General Anatomical Organization of Plants
Like animals, plant bodies are made up of a variety of cell types that are organized into tissues. Tissues are organized into organs, and organs function together within systems. Within this hierarchy of structure, emergent properties arise at each level. An emergent property is a characteristic or function that can be found at one level that is not present at lower levels. For example, an individual cell of a leaf cannot perform all of the functions of the leaf, but the cells of the leaf collectively perform the function of a leaf. Therefore, the function of each lower level is best understood in the context of the system in which it exists. For this reason, this article begins by exploring the gross anatomical features of a plant and proceeds to examine the anatomy in progressive detail.
Plants are made up of two organ systems: the shoot system and the root system. For terrestrial plants the shoot system is above ground and consists of a number of organs. These include stems, leaves, and flowers. On the other hand, the root system is most often underground and consists of organs such as roots, underground stems (tubers), and rhizomes.
Each of these organs performs a different function. Stems are support structures and mediate the growth of the plant. Shoot tips contain actively dividing regions called meristems, which produce auxin, a hormone that regulates the growth and shape of the plant. Leaves are the primary sites of photosynthesis, so they are the food production centers of the plant. Flowers are reproductive structures, where eggs and sperm (pollen) are produced and where pollination and fertilization occur. Roots, tubers, and rhizomes are the main system for nutrient and water acquisition and storage. All of these organs are made up of cells that can be categorized into three major tissue types: dermal, ground, and vascular tissue.
Dermal Tissue
Dermal tissue makes up the outer layers of the plant and contains epidermal cells that secrete and are coated with a waxy layer. This waxy coating, the cuticle, prevents excessive water loss from the plant. While the dermal tissue primarily serves a protective role, it also has a variety of other specialized functions depending on the particular organ where it is located.

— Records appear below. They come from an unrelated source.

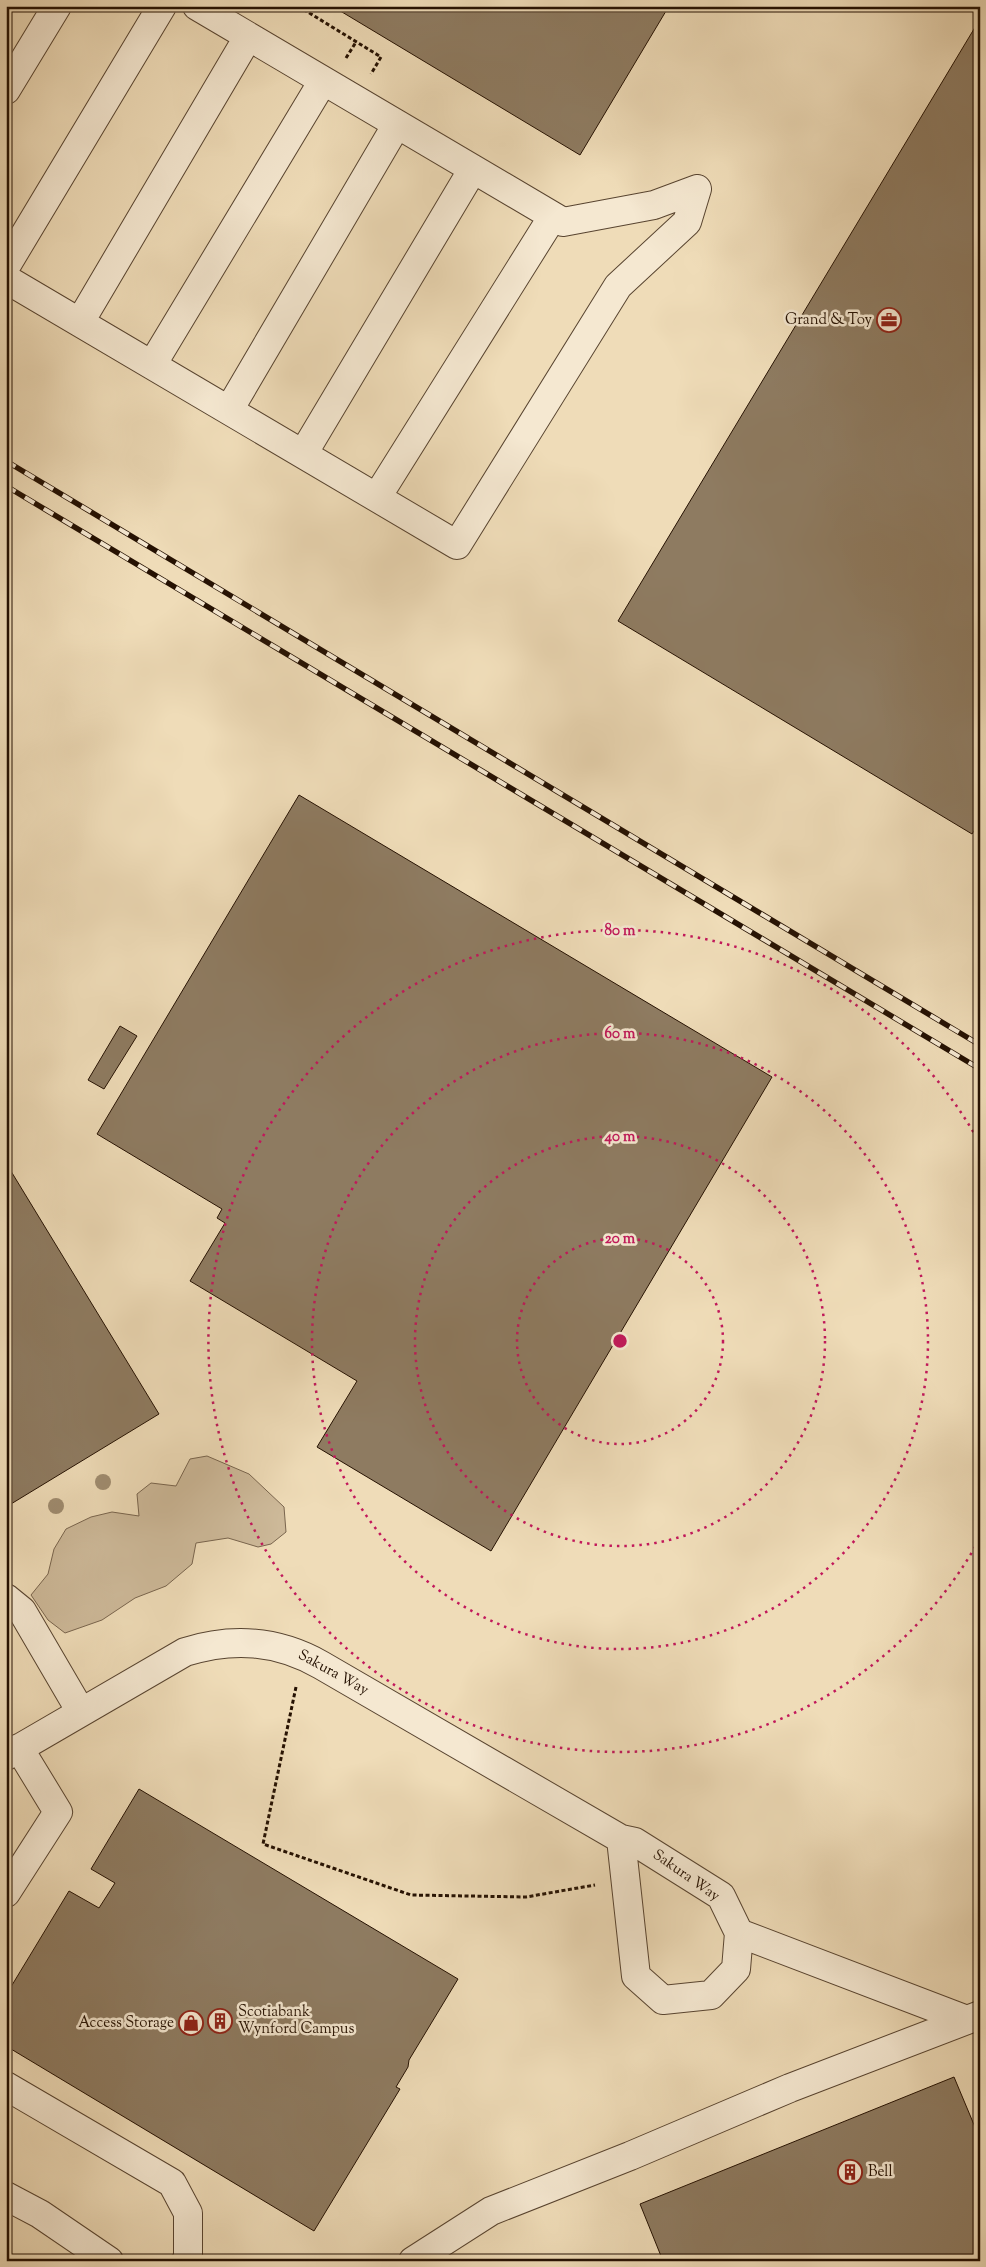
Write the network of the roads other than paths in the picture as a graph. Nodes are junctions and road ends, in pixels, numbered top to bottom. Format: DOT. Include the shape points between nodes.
graph roads {
  1 [pos="57,6"];
  2 [pos="162,6"];
  3 [pos="197,6"];
  4 [pos="248,37"];
  5 [pos="323,81"];
  6 [pos="6,90"];
  7 [pos="397,124"];
  8 [pos="473,169"];
  9 [pos="554,216"];
  10 [pos="6,266"];
  11 [pos="6,279"];
  12 [pos="80,322"];
  13 [pos="152,365"];
  14 [pos="229,410"];
  15 [pos="303,454"];
  16 [pos="377,497"];
  17 [pos="6,1598"];
  18 [pos="81,1712"];
  19 [pos="13,1752"];
  20 [pos="621,1839"];
  21 [pos="6,1893"];
  22 [pos="739,1934"];
  23 [pos="973,2018"];
  24 [pos="6,2086"];
  25 [pos="6,2196"];
  26 [pos="109,2261"];
  27 [pos="186,2261"];
  28 [pos="413,2261"];
  1 -- 6 [label="street"];
  2 -- 10 [label="street"];
  3 -- 4 [label="street"];
  4 -- 5 [label="street"];
  4 -- 12 [label="street"];
  5 -- 7 [label="street"];
  5 -- 13 [label="street"];
  7 -- 8 [label="street"];
  7 -- 14 [label="street"];
  8 -- 9 [label="street"];
  8 -- 15 [label="street"];
  9 -- 16 [label="street"];
  9 -- 16 [label="street" via="563,222 654,205 697,190 687,222 618,286 457,545"];
  11 -- 12 [label="street"];
  12 -- 13 [label="street"];
  13 -- 14 [label="street"];
  14 -- 15 [label="street"];
  15 -- 16 [label="street"];
  17 -- 18 [label="street" via="22,1611"];
  18 -- 19 [label="street, Sakura Way"];
  18 -- 20 [label="street, Sakura Way" via="172,1658 199,1648 227,1642 276,1646 302,1655"];
  19 -- 21 [label="street" via="58,1812"];
  20 -- 22 [label="street, Sakura Way" via="635,1842 721,1896"];
  20 -- 22 [label="street" via="636,1976 663,2000 711,1995 736,1969"];
  22 -- 23 [label="street"];
  23 -- 28 [label="street" via="790,2088 491,2211"];
  24 -- 27 [label="street" via="172,2183 188,2213"];
  25 -- 26 [label="street" via="40,2214"];
}
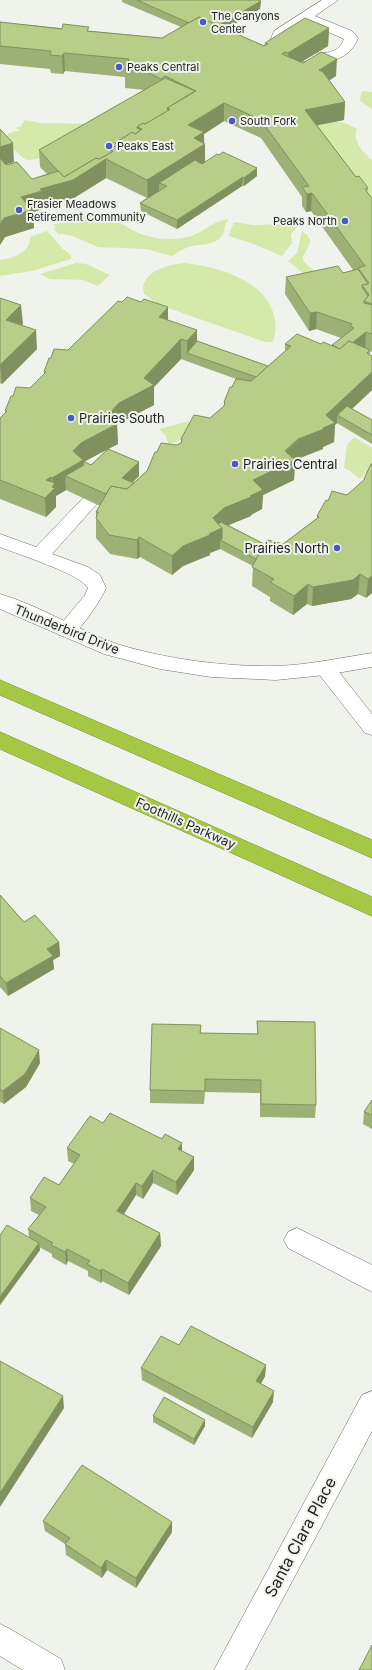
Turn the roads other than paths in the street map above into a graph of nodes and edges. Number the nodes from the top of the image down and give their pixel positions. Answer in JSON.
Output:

In leaves, dermal tissue contains specialized cells called guard cells that make up structures called stomata . Stomata facilitate the exchange of gases in the leaf. Carbon dioxide (CO 2 ) diffuses into the leaf through the stomata for use in photosynthesis, and oxygen (O 2 ), the waste product of photosynthesis, diffuses out of the leaf through stomata. Stomata are also crucial for water transport through the xylem . Stomatal opening results in the evaporation of water from the air spaces of the leaf. This creates negative water pressure that pulls on the column of water in the xylem. The evaporation of water from the stomata is the main driving force for water transport through the water. In roots, epidermal cells have a specialized structure that facilitates water and nutrient absorption, the main function of the root. Some of the root epidermal cells have long membranous extensions called root hairs that increase the absorptive surface area of the root. Root epidermis also interacts with symbiotic fungi that form mycorrhizae , which increase nutrient absorption.
Ground Tissue
Many different functions are performed by ground tissue including photosynthesis, storage, and support. Ground tissue makes up the majority of the plant structure and is composed of three cell types: parenchyma, collenchyma, and sclerenchyma cells.

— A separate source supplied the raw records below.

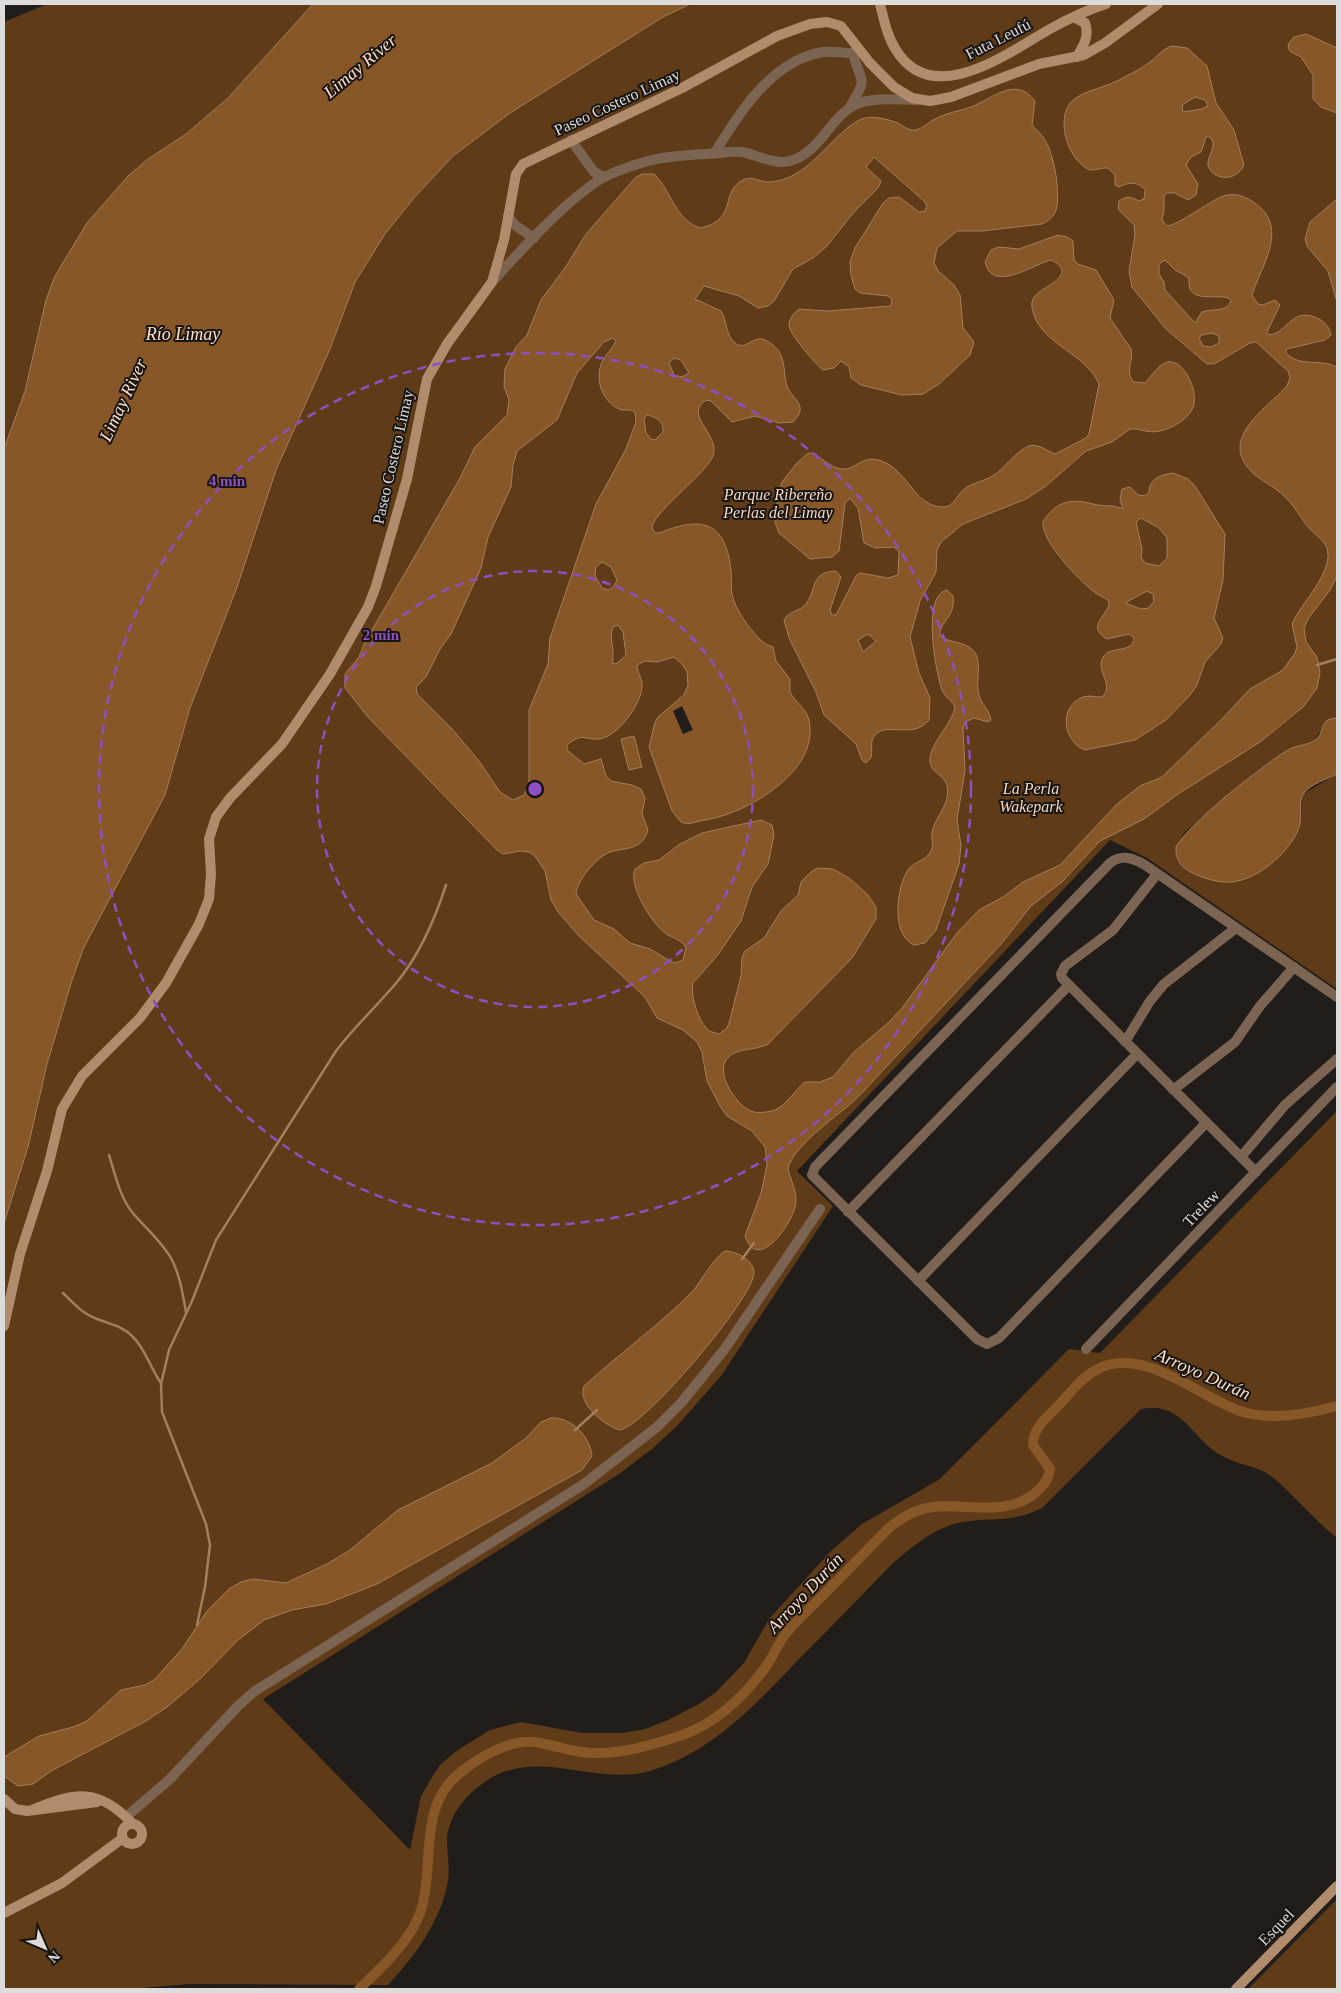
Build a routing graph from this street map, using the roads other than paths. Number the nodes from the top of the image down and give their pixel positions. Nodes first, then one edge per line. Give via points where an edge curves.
1 (880, 4) edge
2 (1106, 4) edge
3 (1158, 4) edge
4 (1074, 16) junction
5 (857, 53) junction
6 (1077, 57) junction
7 (920, 100) junction
8 (849, 108) junction
9 (571, 140) junction
10 (714, 154) junction
11 (605, 177) junction
12 (508, 216) junction
13 (534, 238) junction
14 (492, 282) junction
15 (1157, 874) junction
16 (1236, 928) junction
17 (1294, 967) junction
18 (1068, 986) junction
19 (1337, 997) edge
20 (1125, 1042) junction
21 (1137, 1054) junction
22 (1337, 1059) edge
23 (1337, 1087) edge
24 (1173, 1090) junction
25 (1206, 1123) junction
26 (1241, 1156) junction
27 (1256, 1172) junction
28 (820, 1209) dead end
29 (848, 1212) junction
30 (918, 1281) junction
31 (4, 1326) edge
32 (1086, 1349) dead end
33 (4, 1799) edge
34 (130, 1820) junction
35 (123, 1838) junction
36 (1337, 1886) edge
37 (4, 1913) edge
38 (1236, 1989) edge

1 - 4 street, Futa Leufú via 897,52 918,72 936,77 961,74 992,62
2 - 4 street, Futa Leufú
3 - 6 street via 1098,48
4 - 6 street via 1085,23 1087,31
5 - 7 street, Paseo Costero Limay via 894,87
5 - 8 street via 862,86
5 - 9 street, Paseo Costero Limay via 841,26 827,22 799,27 766,41 682,88
5 - 10 street via 822,52 793,62 751,100
6 - 7 street via 1026,69 951,97
7 - 8 street via 867,101
8 - 10 street via 801,157 789,162 740,152
9 - 11 street via 594,172
9 - 12 street, Paseo Costero Limay via 528,161 519,169
10 - 11 street via 650,161
11 - 13 street via 578,196
12 - 13 street
12 - 14 street, Paseo Costero Limay
13 - 14 street
14 - 31 street, Paseo Costero Limay via 447,344 427,379 405,488 376,586 354,634 282,744 216,817 209,839 209,899 166,983 140,1018 82,1076 62,1109 47,1171 20,1254
15 - 16 street
15 - 18 street via 1109,934 1065,966 1061,974
15 - 29 street via 1140,862 1127,858 1120,857 1110,863 813,1169 816,1181
16 - 17 street
16 - 20 street via 1164,984
17 - 19 street
17 - 24 street via 1266,998 1235,1042
18 - 20 street
18 - 29 street
20 - 21 street
21 - 24 street
21 - 30 street
22 - 26 street via 1286,1105
23 - 27 street, Trelew
24 - 25 street
25 - 26 street
25 - 30 street via 991,1343 980,1341
26 - 27 street
27 - 32 street, Trelew
28 - 34 street via 724,1350 658,1427 584,1484 255,1692 232,1711
29 - 30 street
33 - 34 street via 15,1809 32,1810 74,1796 88,1797 106,1802
34 - 35 street via 124,1828
34 - 35 street via 141,1829 141,1839 133,1844
35 - 37 street via 62,1883
36 - 38 street, Esquel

Parenchyma cells are the least specialized cells in a plant. These cells are responsible for the production and storage of nutrients. Photosynthesis occurs in the chloroplasts of parenchyma cells in leaves. Parenchyma cells in stems, roots, and fruits have structures that store starch. Most developing plant cells are structurally similar to parenchyma cells. During their differentiation, they become specialized in form and function and lose the potential to divide. Mature parenchyma cells do not usually divide, but they retain the ability to divide and differentiate into different cell and tissue types in the event of an injury to the plant.
Collenchyma and sclerenchyma cells provide structural support for the plant. Collenchyma cells have thick, yet pliable, cell walls. These cells give structural support to newly formed portions of a plant without restricting growth. Collenchyma cells are stacked end on end and are oriented in strands just beneath the epidermis of the young structure. The relatively soft cell wall allows the collenchyma cells to elongate as the structure grows.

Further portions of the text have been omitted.